Updated: Mar 14, 2021

“Putting in a shift” was put into literal terms for Inverclyde AC runner David Tamburini who ran uninterrupted for seven hours and 40 minutes around a 3.6 kilometre loop at the Esplanade, completing the rarely-conquered 100 kilometres distance.

David, better known by friends as “Tamba” started off his day before the sun had even risen, waking up at 4am to eat breakfast prior to the start of his run at 7am.

Starting down at the bottom of North Street, where he can be found training with his teammates on a regular basis, he was flanked by clubmates as well as some friends from neighbouring athletics club Glenpark Harriers who kept him company throughout too.

With it being planned exercise, COVID-19 rules allowed the groups to form to support Tamba, who was running at an average speed of around 7 minutes and 40 seconds a mile.

To put it into context, he ran 20 Parkruns back-to-back in 23 minutes and 49 seconds each without stopping his watch.

Some of his pacemakers and support group put in solid shifts themselves, with morning runners taking a break before coming back to run a second time.

Others who were training for virtual marathons, covered more than a third of the distance, while many of the younger athletes were determined to reach at least 25k – running a quarter of the distance of the main man.

Inspired by ultramarathon runners and motivational speakers, Tamba set a goal to run the distance – over 62 miles – after the COVID-19 pandemic left the racing calendar empty for athletics.

Having had experience in 50k competitions, his latest effort saw him cover over two marathons, unofficially running one of the quickest times in Scottish history – if it was an official race it would have been good enough for 23rd on the all-time list.

Training on a vegan diet, Tamba’s run comes just six years after he returned to the sport and would soon be running nearly as quick as he was a youngster.

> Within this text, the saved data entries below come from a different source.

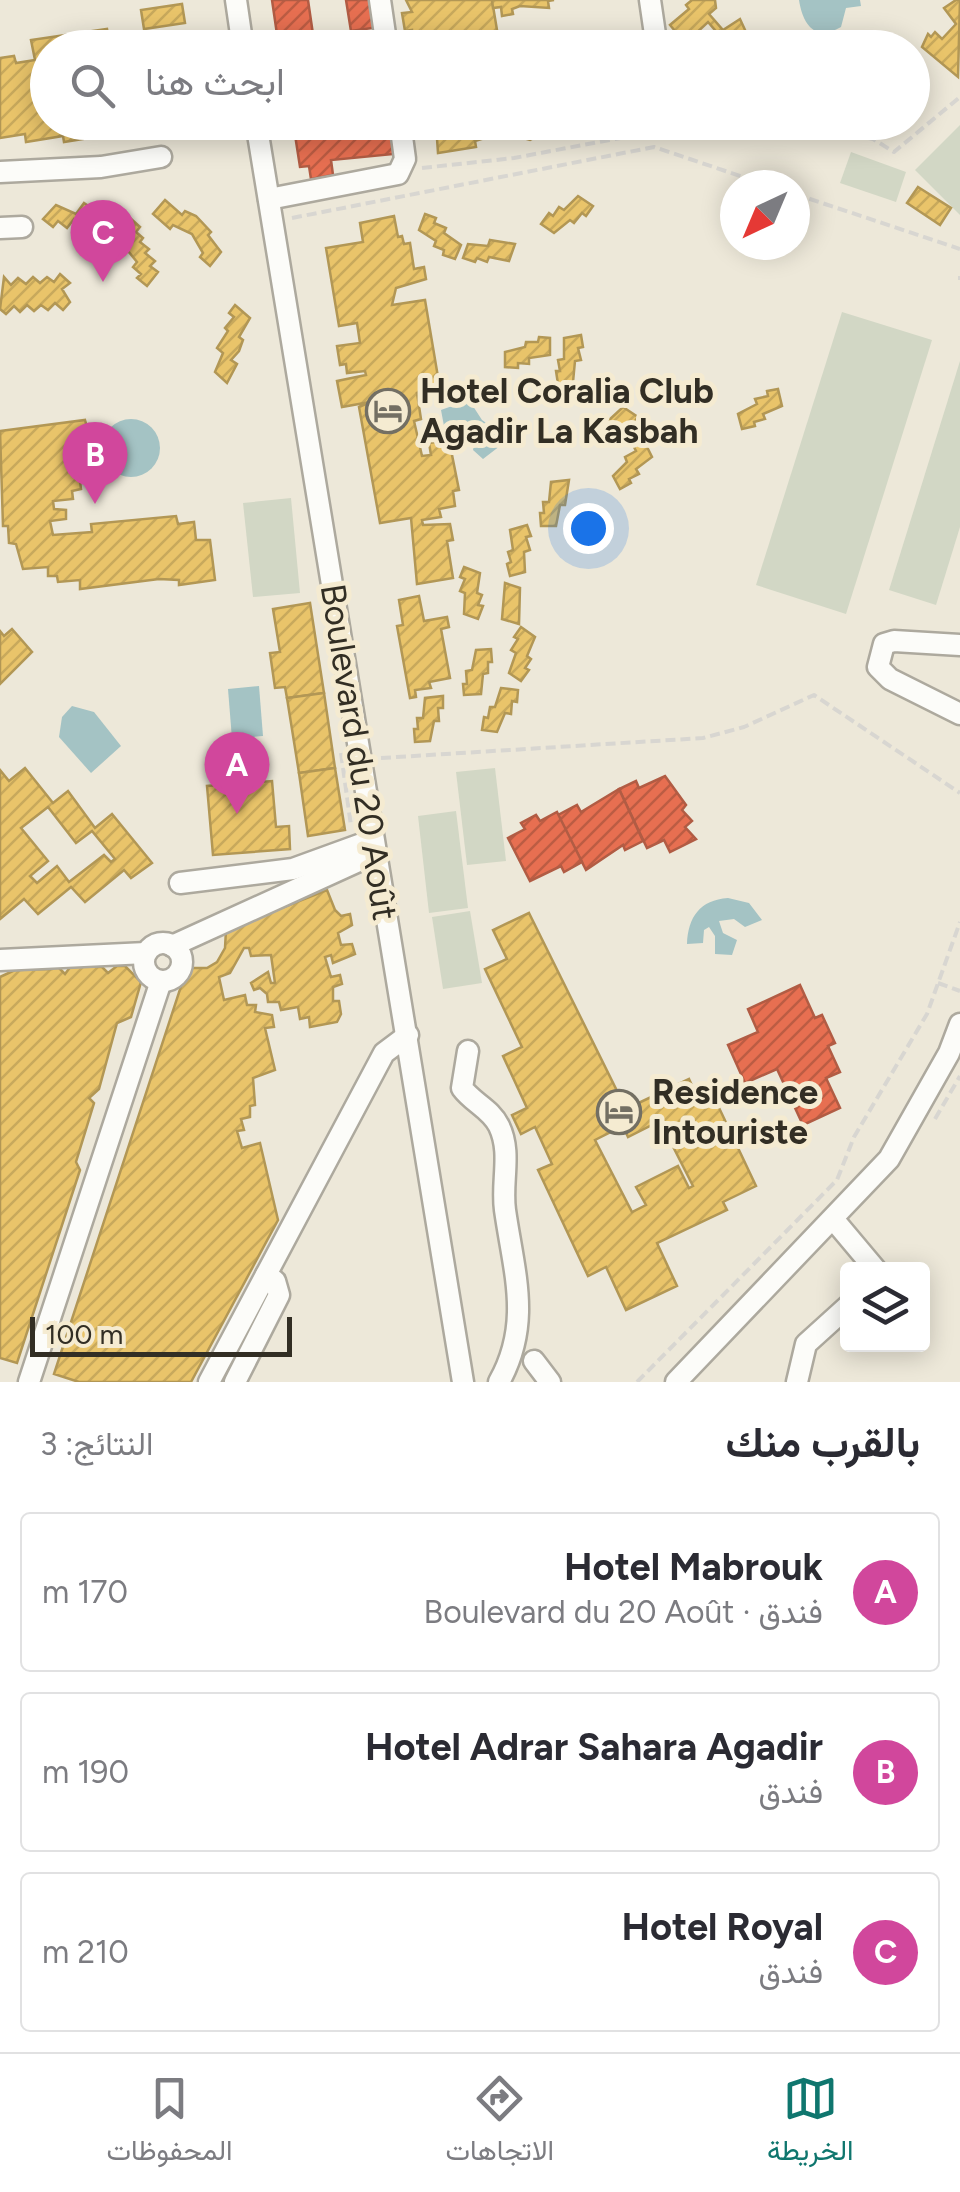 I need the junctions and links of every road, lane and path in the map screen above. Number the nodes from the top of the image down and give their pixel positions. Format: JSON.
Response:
{"nodes":[{"id":1,"x":236,"y":0,"type":"edge"},
{"id":2,"x":380,"y":0,"type":"edge"},
{"id":3,"x":650,"y":0,"type":"edge"},
{"id":4,"x":241,"y":30,"type":"edge"},
{"id":5,"x":384,"y":30,"type":"edge"},
{"id":6,"x":655,"y":30,"type":"edge"},
{"id":7,"x":960,"y":98,"type":"edge"},
{"id":8,"x":930,"y":123,"type":"edge"},
{"id":9,"x":259,"y":140,"type":"edge"},
{"id":10,"x":403,"y":140,"type":"edge"},
{"id":11,"x":606,"y":140,"type":"edge"},
{"id":12,"x":876,"y":140,"type":"edge"},
{"id":13,"x":909,"y":140,"type":"edge"},
{"id":14,"x":161,"y":157,"type":"dead end"},
{"id":15,"x":402,"y":170,"type":"junction"},
{"id":16,"x":721,"y":170,"type":"edge"},
{"id":17,"x":0,"y":172,"type":"edge"},
{"id":18,"x":268,"y":199,"type":"junction"},
{"id":19,"x":810,"y":199,"type":"edge"},
{"id":20,"x":272,"y":222,"type":"junction"},
{"id":21,"x":22,"y":227,"type":"dead end"},
{"id":22,"x":0,"y":228,"type":"edge"},
{"id":23,"x":960,"y":250,"type":"edge"},
{"id":24,"x":960,"y":646,"type":"edge"},
{"id":25,"x":960,"y":714,"type":"edge"},
{"id":26,"x":358,"y":750,"type":"junction"},
{"id":27,"x":960,"y":793,"type":"edge"},
{"id":28,"x":366,"y":847,"type":"junction"},
{"id":29,"x":180,"y":883,"type":"dead end"},
{"id":30,"x":960,"y":922,"type":"edge"},
{"id":31,"x":172,"y":946,"type":"junction"},
{"id":32,"x":146,"y":953,"type":"junction"},
{"id":33,"x":0,"y":960,"type":"edge"},
{"id":34,"x":161,"y":982,"type":"junction"},
{"id":35,"x":938,"y":984,"type":"junction"},
{"id":36,"x":960,"y":991,"type":"edge"},
{"id":37,"x":960,"y":1024,"type":"edge"},
{"id":38,"x":408,"y":1035,"type":"junction"},
{"id":39,"x":468,"y":1051,"type":"dead end"},
{"id":40,"x":834,"y":1220,"type":"junction"},
{"id":41,"x":869,"y":1262,"type":"edge"},
{"id":42,"x":266,"y":1275,"type":"junction"},
{"id":43,"x":840,"y":1313,"type":"edge"},
{"id":44,"x":534,"y":1361,"type":"dead end"},
{"id":45,"x":30,"y":1382,"type":"edge"},
{"id":46,"x":209,"y":1382,"type":"edge"},
{"id":47,"x":235,"y":1382,"type":"edge"},
{"id":48,"x":463,"y":1382,"type":"edge"},
{"id":49,"x":500,"y":1382,"type":"edge"},
{"id":50,"x":550,"y":1382,"type":"edge"},
{"id":51,"x":637,"y":1382,"type":"edge"},
{"id":52,"x":676,"y":1382,"type":"edge"},
{"id":53,"x":797,"y":1382,"type":"edge"}],
"edges":[{"from":1,"to":4,"type":"street"},
{"from":2,"to":5,"type":"street"},
{"from":3,"to":6,"type":"street"},
{"from":7,"to":8,"type":"path"},
{"from":9,"to":18,"type":"street","name":"Boulevard du 20 Août"},
{"from":10,"to":15,"type":"street"},
{"from":11,"to":15,"type":"path"},
{"from":12,"to":13,"type":"path"},
{"from":14,"to":17,"type":"street"},
{"from":15,"to":18,"type":"street"},
{"from":16,"to":20,"type":"path"},
{"from":18,"to":20,"type":"street","name":"Boulevard du 20 Août"},
{"from":19,"to":23,"type":"path"},
{"from":20,"to":26,"type":"street","name":"Boulevard du 20 Août"},
{"from":21,"to":22,"type":"street"},
{"from":24,"to":25,"type":"street"},
{"from":26,"to":27,"type":"path"},
{"from":26,"to":28,"type":"street","name":"Boulevard du 20 Août"},
{"from":26,"to":28,"type":"path"},
{"from":28,"to":29,"type":"street"},
{"from":28,"to":31,"type":"street"},
{"from":28,"to":38,"type":"street","name":"Boulevard du 20 Août"},
{"from":30,"to":35,"type":"path"},
{"from":31,"to":32,"type":"street"},
{"from":31,"to":34,"type":"street"},
{"from":32,"to":33,"type":"street"},
{"from":32,"to":34,"type":"street"},
{"from":34,"to":45,"type":"street"},
{"from":35,"to":36,"type":"path"},
{"from":35,"to":51,"type":"path"},
{"from":37,"to":40,"type":"street"},
{"from":38,"to":42,"type":"street"},
{"from":38,"to":48,"type":"street","name":"Boulevard du 20 Août"},
{"from":39,"to":49,"type":"street"},
{"from":40,"to":41,"type":"street"},
{"from":40,"to":52,"type":"street"},
{"from":42,"to":46,"type":"street"},
{"from":42,"to":47,"type":"street"},
{"from":43,"to":53,"type":"street"},
{"from":44,"to":50,"type":"street"}]} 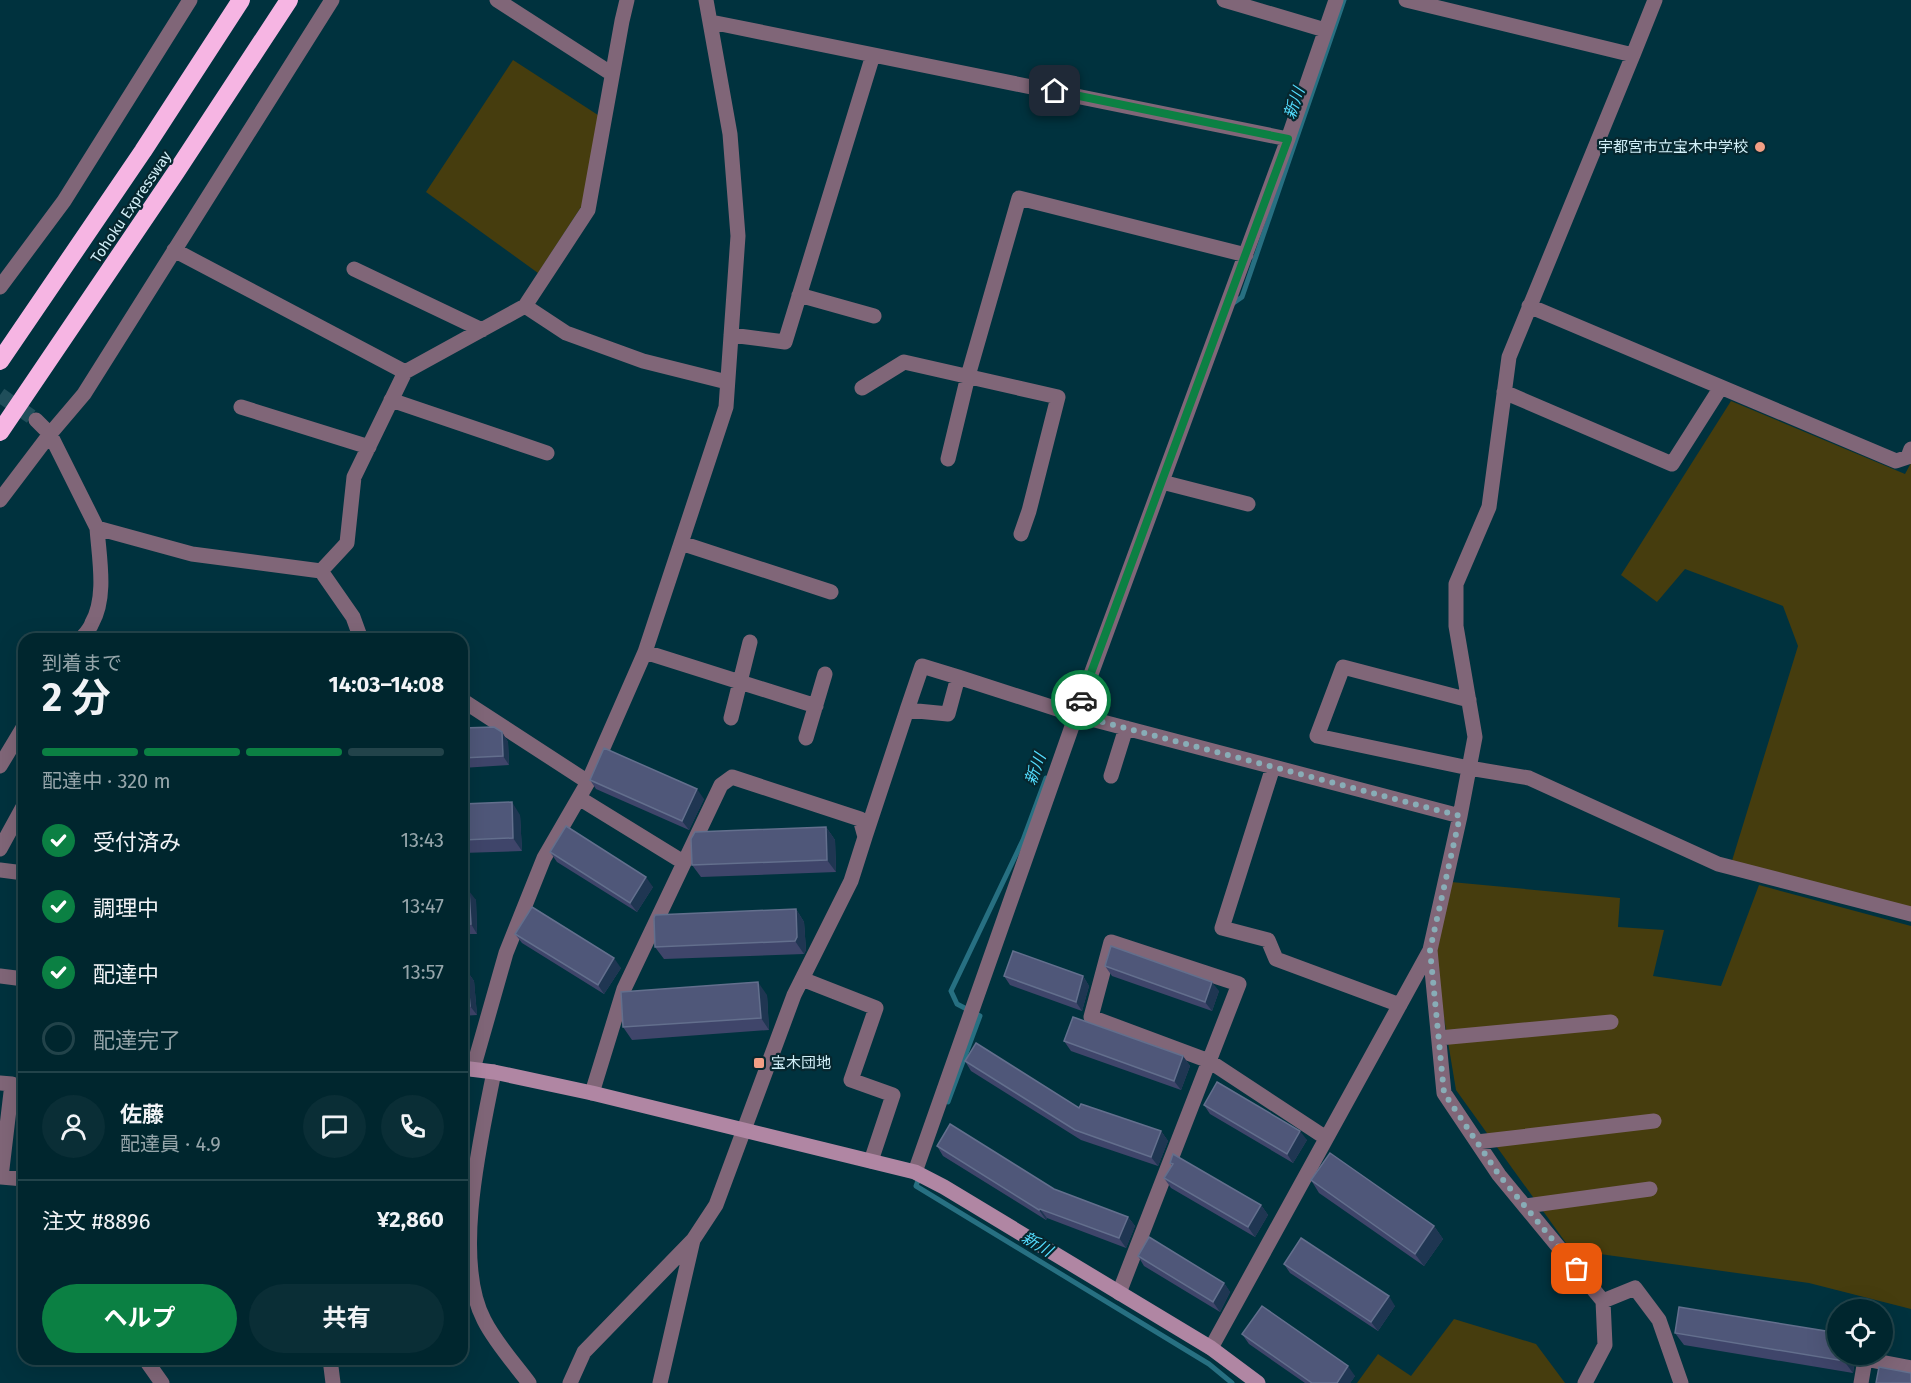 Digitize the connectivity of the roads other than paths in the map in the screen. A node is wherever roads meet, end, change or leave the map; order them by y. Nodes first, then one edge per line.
1 (190, 0) edge
2 (241, 0) edge
3 (288, 0) edge
4 (332, 0) edge
5 (497, 0) edge
6 (627, 0) edge
7 (706, 0) edge
8 (1224, 0) edge
9 (1336, 0) edge
10 (1406, 0) edge
11 (1655, 0) edge
12 (711, 22) junction
13 (1325, 30) junction
14 (873, 55) junction
15 (1633, 55) junction
16 (612, 74) junction
17 (1288, 139) junction
18 (174, 250) junction
19 (1246, 255) junction
20 (354, 268) dead end
21 (0, 287) edge
22 (799, 295) junction
23 (525, 306) junction
24 (1529, 306) junction
25 (874, 316) dead end
26 (482, 330) junction
27 (731, 335) junction
28 (0, 362) edge
29 (405, 372) junction
30 (968, 376) junction
31 (728, 382) junction
32 (1721, 387) junction
33 (861, 388) dead end
34 (1504, 392) junction
35 (391, 400) junction
36 (241, 406) dead end
37 (36, 420) tunnel mouth
38 (0, 432) edge
39 (50, 434) junction
40 (369, 447) junction
41 (1911, 449) edge
42 (547, 453) dead end
43 (948, 459) dead end
44 (1162, 482) junction
45 (0, 500) edge
46 (1248, 504) dead end
47 (97, 528) junction
48 (1021, 534) dead end
49 (681, 543) junction
50 (321, 571) junction
51 (831, 592) dead end
52 (86, 633) edge
53 (359, 633) edge
54 (750, 642) dead end
55 (645, 652) junction
56 (825, 674) dead end
57 (958, 677) junction
58 (741, 683) junction
59 (1469, 700) junction
60 (468, 704) edge
61 (816, 706) junction
62 (908, 710) junction
63 (1076, 715) junction
64 (731, 718) dead end
65 (1126, 728) junction
66 (18, 736) edge
67 (806, 738) dead end
68 (0, 766) edge
69 (1273, 767) junction
70 (1469, 768) junction
71 (1111, 776) dead end
72 (588, 782) junction
73 (579, 798) junction
74 (18, 816) edge
75 (1460, 816) junction
76 (865, 837) junction
77 (0, 849) edge
78 (683, 862) junction
79 (0, 870) edge
80 (18, 872) edge
81 (1911, 914) edge
82 (1430, 950) junction
83 (0, 976) edge
84 (18, 978) edge
85 (802, 979) junction
86 (1400, 1005) junction
87 (1611, 1022) dead end
88 (1438, 1038) junction
89 (1209, 1061) junction
90 (468, 1066) edge
91 (468, 1069) edge
92 (494, 1072) junction
93 (12, 1084) edge
94 (592, 1093) junction
95 (1654, 1121) dead end
96 (744, 1130) junction
97 (1326, 1138) junction
98 (1477, 1142) junction
99 (871, 1161) junction
100 (915, 1172) junction
101 (18, 1178) edge
102 (1650, 1189) dead end
103 (1526, 1206) junction
104 (693, 1240) junction
105 (1119, 1293) junction
106 (1603, 1301) junction
107 (1211, 1348) junction
108 (1893, 1364) edge
109 (149, 1365) edge
110 (331, 1365) edge
111 (1864, 1365) edge
112 (1911, 1368) edge
113 (162, 1383) edge
114 (333, 1383) edge
115 (529, 1383) edge
116 (570, 1383) edge
117 (660, 1383) edge
118 (1258, 1383) edge
119 (1585, 1383) edge
120 (1681, 1383) edge
121 (1861, 1383) edge

1 - 21 street
2 - 28 highway, Tohoku Expressway
3 - 38 highway, Tohoku Expressway
4 - 18 street
5 - 16 street
6 - 16 street
7 - 12 street
8 - 13 street
9 - 13 street
10 - 15 street
11 - 15 street
12 - 14 street
12 - 27 street
13 - 17 street
14 - 17 street
14 - 22 street
15 - 24 street
16 - 23 street
17 - 19 street
18 - 29 street
18 - 39 street
19 - 30 street
19 - 44 street
20 - 26 street
22 - 25 street
22 - 27 street
23 - 26 street
23 - 31 street
24 - 32 street
24 - 34 street
26 - 29 street
27 - 31 street
29 - 35 street
30 - 33 street
30 - 43 street
30 - 48 street
31 - 49 street
32 - 34 street
32 - 41 street
34 - 59 street
35 - 40 street
35 - 42 street
36 - 40 street
37 - 39 street
39 - 45 street
39 - 47 street
40 - 50 street
44 - 46 street
44 - 63 street
47 - 50 street
47 - 52 street
49 - 51 street
49 - 55 street
50 - 53 street
54 - 58 street
55 - 58 street
55 - 72 street
56 - 61 street
57 - 62 street
57 - 62 street
57 - 63 street
58 - 61 street
58 - 64 street
59 - 70 street
59 - 70 street
60 - 72 street
61 - 67 street
62 - 76 street
63 - 65 street
63 - 100 street
65 - 69 street
65 - 71 street
66 - 68 street
69 - 75 street
69 - 86 street
70 - 75 street
70 - 81 street
72 - 73 street
73 - 78 street
73 - 90 street
74 - 77 street
75 - 82 street
76 - 78 street
76 - 85 street
78 - 94 street
79 - 80 street
82 - 86 street
82 - 88 street
83 - 84 street
85 - 96 street
85 - 99 street
86 - 97 street
87 - 88 street
88 - 98 street
89 - 89 street
89 - 97 street
89 - 105 street
91 - 92 street
92 - 94 street
92 - 115 street
93 - 101 street
94 - 96 street
95 - 98 street
96 - 99 street
96 - 104 street
97 - 107 street
98 - 103 street
99 - 100 street
100 - 105 street
102 - 103 street
103 - 106 street
104 - 116 street
104 - 117 street
105 - 107 street
106 - 119 street
106 - 120 street
107 - 118 street
108 - 112 street
109 - 113 street
110 - 114 street
111 - 121 street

Now at 45, he is still inspiring athletes in their teens who ran part of the distance.

It wasn’t a run without its drama though. Around 70km in, a pacemaker on a bike clipped a barrier, taking down one of the runners – luckily not Tamba himself. Reportedly, the pacemaker survived with a couple of scratches but is back running and typing up race reports.

Finishing at 2.40pm, Tamba received applause from some of those who came to watch him complete the effort. In response he thanked everyone for their support. Special thanks go to all pacemakers as well as those who provided well-needed snacks at the finish.